[Saved entries]

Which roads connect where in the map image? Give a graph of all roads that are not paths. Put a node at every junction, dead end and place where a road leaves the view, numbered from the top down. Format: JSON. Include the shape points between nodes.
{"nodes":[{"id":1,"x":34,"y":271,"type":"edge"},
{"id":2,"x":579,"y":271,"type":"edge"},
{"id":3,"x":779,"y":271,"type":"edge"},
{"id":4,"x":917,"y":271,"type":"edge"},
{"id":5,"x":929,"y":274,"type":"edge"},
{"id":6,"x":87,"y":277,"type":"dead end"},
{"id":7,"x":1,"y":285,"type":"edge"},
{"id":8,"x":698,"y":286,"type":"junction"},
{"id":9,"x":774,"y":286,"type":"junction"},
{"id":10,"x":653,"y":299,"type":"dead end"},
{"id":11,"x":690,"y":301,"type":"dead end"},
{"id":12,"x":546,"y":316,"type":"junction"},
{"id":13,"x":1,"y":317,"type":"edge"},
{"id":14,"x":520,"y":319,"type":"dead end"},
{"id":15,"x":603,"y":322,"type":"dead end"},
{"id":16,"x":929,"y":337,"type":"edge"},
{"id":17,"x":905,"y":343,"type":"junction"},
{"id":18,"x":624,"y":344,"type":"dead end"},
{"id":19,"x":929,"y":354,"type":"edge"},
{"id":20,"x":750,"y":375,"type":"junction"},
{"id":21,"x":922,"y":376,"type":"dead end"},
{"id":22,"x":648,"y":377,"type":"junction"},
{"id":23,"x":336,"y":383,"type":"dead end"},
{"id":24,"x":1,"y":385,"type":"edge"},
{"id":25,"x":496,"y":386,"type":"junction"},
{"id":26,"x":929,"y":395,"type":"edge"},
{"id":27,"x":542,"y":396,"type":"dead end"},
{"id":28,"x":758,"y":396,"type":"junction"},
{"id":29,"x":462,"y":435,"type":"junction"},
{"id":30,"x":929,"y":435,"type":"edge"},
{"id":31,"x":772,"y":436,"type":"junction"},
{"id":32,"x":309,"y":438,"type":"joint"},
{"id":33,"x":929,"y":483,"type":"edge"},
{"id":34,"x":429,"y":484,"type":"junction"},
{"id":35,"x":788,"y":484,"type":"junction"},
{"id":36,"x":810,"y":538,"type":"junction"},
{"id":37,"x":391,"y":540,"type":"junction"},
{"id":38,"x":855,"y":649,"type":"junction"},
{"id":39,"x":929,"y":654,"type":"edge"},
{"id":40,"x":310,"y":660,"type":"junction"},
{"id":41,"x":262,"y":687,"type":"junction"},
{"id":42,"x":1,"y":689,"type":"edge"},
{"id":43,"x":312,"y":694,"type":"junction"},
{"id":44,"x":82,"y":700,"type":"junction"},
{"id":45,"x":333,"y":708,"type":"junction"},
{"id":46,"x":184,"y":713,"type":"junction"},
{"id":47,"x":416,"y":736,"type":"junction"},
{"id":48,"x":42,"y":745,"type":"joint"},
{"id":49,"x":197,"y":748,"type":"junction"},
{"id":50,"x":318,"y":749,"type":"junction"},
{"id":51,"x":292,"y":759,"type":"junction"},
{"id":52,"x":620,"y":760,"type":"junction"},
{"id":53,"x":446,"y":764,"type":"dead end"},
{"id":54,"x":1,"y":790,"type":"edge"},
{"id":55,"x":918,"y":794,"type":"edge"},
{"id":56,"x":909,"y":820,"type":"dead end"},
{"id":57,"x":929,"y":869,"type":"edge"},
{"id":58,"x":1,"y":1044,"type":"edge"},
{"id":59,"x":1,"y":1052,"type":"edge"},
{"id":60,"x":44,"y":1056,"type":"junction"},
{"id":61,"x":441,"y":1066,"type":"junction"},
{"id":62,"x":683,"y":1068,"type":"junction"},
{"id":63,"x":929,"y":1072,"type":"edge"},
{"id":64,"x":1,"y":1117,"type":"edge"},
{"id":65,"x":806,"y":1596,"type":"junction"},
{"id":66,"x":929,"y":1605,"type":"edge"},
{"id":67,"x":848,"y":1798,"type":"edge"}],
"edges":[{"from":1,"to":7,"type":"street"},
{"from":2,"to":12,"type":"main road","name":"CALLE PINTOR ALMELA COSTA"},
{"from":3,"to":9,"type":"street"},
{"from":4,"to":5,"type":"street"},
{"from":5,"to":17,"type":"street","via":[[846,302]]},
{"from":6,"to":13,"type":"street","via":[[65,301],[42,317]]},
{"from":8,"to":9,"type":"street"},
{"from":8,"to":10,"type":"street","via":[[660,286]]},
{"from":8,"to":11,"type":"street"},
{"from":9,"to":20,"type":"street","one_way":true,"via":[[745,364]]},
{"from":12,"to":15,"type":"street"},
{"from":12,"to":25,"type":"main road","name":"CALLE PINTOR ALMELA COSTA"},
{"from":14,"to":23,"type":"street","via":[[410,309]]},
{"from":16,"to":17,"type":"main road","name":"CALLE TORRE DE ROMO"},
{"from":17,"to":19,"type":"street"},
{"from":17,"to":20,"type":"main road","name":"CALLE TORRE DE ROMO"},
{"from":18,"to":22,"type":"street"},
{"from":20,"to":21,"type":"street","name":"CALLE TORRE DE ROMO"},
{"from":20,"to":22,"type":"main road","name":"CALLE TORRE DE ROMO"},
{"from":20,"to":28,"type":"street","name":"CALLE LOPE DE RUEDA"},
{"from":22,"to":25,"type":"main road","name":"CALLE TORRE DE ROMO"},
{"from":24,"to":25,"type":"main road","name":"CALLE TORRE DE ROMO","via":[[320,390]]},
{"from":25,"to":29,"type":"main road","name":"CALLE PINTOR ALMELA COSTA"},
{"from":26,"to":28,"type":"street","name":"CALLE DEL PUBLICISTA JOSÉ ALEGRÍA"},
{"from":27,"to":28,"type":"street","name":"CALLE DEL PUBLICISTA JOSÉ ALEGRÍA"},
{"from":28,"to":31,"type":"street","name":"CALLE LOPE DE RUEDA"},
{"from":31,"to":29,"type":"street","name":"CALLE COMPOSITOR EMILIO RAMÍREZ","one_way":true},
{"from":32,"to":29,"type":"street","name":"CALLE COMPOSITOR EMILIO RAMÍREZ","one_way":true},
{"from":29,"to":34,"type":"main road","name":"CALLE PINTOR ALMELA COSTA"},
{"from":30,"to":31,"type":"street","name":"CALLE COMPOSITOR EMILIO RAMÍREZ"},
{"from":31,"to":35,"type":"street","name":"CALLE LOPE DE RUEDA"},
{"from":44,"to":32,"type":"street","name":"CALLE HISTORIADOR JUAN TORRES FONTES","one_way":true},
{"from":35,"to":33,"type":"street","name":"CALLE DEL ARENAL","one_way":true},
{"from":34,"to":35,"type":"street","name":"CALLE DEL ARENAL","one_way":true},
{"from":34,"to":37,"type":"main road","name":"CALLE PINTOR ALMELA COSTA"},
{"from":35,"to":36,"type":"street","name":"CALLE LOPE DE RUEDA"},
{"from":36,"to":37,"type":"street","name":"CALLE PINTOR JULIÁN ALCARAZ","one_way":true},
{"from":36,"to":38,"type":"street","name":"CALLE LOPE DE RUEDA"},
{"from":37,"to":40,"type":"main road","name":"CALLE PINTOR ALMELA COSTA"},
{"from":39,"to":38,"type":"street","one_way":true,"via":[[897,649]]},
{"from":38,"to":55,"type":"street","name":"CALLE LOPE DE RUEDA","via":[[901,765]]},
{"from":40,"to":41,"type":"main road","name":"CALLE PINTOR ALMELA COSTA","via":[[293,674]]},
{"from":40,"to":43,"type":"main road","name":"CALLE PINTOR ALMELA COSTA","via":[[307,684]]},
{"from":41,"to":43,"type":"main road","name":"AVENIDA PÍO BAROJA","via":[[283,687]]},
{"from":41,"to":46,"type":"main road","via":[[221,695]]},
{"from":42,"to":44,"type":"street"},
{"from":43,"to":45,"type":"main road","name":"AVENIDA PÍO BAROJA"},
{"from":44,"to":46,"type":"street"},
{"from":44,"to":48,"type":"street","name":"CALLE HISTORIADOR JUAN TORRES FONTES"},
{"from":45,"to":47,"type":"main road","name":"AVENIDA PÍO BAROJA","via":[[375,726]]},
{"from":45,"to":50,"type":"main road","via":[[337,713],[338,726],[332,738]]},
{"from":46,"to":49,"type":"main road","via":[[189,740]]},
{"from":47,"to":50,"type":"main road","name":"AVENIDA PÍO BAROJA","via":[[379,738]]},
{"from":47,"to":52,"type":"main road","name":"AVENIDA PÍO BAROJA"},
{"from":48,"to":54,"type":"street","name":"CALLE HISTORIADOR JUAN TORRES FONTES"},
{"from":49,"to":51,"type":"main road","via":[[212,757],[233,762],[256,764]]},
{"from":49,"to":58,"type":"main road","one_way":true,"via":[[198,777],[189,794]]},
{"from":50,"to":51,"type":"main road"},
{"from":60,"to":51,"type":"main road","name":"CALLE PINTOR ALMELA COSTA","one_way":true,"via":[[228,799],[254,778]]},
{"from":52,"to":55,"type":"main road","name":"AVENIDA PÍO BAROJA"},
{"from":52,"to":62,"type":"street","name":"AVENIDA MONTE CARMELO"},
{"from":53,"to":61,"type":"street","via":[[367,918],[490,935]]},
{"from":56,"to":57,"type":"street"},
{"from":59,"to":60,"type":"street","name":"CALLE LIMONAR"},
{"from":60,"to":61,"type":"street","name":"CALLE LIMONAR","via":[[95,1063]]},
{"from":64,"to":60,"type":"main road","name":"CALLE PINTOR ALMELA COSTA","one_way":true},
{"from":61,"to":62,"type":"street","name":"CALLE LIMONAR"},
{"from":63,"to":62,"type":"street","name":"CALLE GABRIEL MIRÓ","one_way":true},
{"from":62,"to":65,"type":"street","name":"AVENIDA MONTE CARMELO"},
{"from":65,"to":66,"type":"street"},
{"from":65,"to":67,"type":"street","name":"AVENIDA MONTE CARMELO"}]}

# Work to be completed
Gather up every line in the data above that contains the word "CARMELO", copying each one.

# Exercise answer
{"from":52,"to":62,"type":"street","name":"AVENIDA MONTE CARMELO"},
{"from":62,"to":65,"type":"street","name":"AVENIDA MONTE CARMELO"},
{"from":65,"to":67,"type":"street","name":"AVENIDA MONTE CARMELO"}]}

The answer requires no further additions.